**INPUT DATA**
*****

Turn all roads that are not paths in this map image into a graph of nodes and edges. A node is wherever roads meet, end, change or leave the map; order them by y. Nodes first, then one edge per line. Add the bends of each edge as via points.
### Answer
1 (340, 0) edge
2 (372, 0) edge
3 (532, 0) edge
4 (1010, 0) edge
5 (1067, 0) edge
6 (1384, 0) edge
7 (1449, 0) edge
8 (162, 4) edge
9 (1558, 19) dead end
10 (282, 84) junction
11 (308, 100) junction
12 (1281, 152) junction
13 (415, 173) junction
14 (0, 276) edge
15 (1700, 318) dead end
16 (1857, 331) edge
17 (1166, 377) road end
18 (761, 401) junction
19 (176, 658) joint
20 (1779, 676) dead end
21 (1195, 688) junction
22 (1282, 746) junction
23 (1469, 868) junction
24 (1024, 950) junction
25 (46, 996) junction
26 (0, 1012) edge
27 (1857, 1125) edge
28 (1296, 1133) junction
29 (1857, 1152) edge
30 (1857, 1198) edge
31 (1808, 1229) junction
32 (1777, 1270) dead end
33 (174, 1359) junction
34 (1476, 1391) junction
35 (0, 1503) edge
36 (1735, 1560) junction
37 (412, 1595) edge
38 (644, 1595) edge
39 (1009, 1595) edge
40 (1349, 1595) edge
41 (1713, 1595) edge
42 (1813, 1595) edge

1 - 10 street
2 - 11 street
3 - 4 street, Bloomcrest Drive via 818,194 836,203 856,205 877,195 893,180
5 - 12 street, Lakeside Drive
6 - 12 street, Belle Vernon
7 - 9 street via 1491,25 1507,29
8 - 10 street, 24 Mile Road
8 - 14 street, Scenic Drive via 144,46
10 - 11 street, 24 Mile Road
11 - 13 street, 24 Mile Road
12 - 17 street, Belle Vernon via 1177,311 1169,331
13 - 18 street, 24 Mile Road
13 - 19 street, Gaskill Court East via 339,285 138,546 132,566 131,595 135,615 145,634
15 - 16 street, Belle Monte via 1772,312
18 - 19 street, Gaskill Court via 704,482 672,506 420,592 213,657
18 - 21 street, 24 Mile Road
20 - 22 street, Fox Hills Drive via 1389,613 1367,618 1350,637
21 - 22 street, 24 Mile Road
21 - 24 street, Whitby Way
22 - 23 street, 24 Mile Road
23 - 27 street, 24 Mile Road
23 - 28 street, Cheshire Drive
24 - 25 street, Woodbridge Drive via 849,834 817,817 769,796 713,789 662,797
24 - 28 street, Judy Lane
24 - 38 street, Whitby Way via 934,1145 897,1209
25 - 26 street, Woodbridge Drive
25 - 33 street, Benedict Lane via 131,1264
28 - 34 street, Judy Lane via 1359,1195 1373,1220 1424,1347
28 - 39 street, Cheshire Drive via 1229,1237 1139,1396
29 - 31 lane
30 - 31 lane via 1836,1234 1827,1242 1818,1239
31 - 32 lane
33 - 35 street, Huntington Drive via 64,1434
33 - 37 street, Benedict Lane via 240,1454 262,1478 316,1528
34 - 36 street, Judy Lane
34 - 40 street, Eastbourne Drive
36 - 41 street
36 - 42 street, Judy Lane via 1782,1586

*****

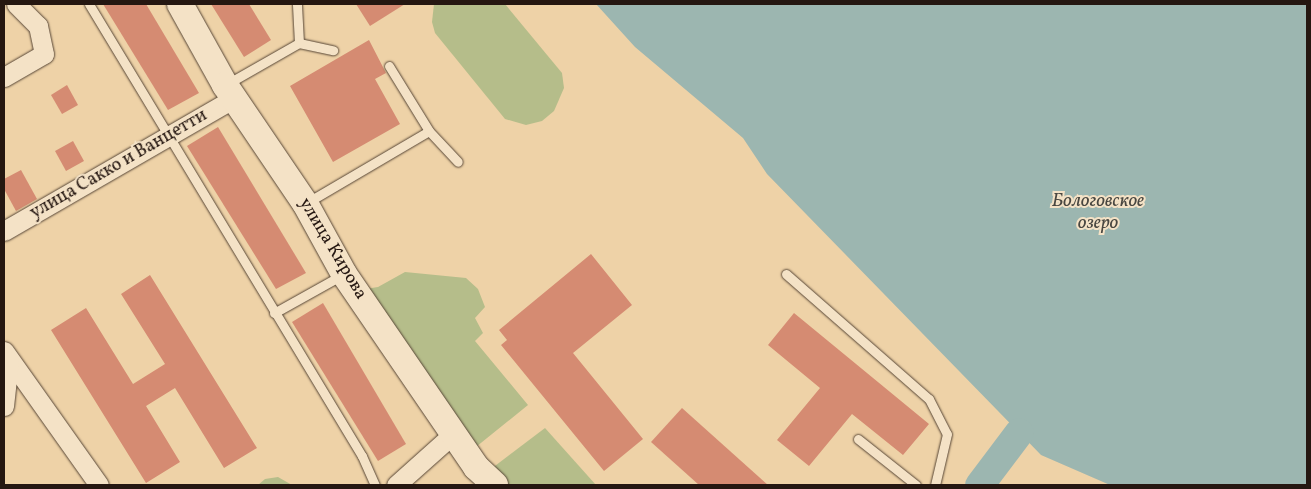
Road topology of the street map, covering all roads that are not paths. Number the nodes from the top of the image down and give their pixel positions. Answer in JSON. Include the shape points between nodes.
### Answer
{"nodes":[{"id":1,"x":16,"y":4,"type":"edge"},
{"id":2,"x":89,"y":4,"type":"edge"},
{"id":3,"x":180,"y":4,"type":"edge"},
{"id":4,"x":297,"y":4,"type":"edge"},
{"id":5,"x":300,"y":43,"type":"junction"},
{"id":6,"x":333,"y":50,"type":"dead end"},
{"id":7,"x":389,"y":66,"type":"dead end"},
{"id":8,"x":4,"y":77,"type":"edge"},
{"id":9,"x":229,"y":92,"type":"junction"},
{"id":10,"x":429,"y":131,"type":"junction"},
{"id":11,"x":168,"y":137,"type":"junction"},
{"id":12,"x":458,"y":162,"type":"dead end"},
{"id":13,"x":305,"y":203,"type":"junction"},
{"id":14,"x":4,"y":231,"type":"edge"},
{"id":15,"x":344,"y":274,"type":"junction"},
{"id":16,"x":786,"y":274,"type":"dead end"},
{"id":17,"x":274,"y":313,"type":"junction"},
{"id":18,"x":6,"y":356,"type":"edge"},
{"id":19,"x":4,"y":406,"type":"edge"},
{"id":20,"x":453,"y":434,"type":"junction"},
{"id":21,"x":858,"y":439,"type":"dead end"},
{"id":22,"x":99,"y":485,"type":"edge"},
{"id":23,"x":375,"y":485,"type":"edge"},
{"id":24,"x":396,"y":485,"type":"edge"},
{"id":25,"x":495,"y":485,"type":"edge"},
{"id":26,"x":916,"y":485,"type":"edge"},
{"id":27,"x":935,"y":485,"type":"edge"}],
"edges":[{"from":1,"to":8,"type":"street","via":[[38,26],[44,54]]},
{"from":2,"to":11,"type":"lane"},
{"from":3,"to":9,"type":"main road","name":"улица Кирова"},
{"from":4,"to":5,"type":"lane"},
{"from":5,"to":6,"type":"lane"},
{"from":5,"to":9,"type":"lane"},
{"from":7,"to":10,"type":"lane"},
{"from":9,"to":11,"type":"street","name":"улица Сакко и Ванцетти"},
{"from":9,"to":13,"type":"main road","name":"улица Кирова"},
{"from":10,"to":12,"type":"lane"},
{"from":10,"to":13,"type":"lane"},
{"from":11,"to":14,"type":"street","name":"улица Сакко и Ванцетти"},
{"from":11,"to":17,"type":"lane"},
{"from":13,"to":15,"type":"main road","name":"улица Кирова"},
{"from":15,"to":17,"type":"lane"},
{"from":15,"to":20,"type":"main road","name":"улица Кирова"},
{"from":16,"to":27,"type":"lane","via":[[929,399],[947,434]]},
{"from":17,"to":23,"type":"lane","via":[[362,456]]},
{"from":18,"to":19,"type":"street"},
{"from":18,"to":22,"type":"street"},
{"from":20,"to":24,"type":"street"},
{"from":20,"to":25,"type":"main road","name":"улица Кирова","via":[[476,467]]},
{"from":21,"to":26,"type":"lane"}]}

*****

**WHAT THE TASK REQUIRES**
Report each line of the material above where the word "Кирова" appears.

**EXERCISE OUTPUT**
{"from":3,"to":9,"type":"main road","name":"улица Кирова"},
{"from":9,"to":13,"type":"main road","name":"улица Кирова"},
{"from":13,"to":15,"type":"main road","name":"улица Кирова"},
{"from":15,"to":20,"type":"main road","name":"улица Кирова"},
{"from":20,"to":25,"type":"main road","name":"улица Кирова","via":[[476,467]]},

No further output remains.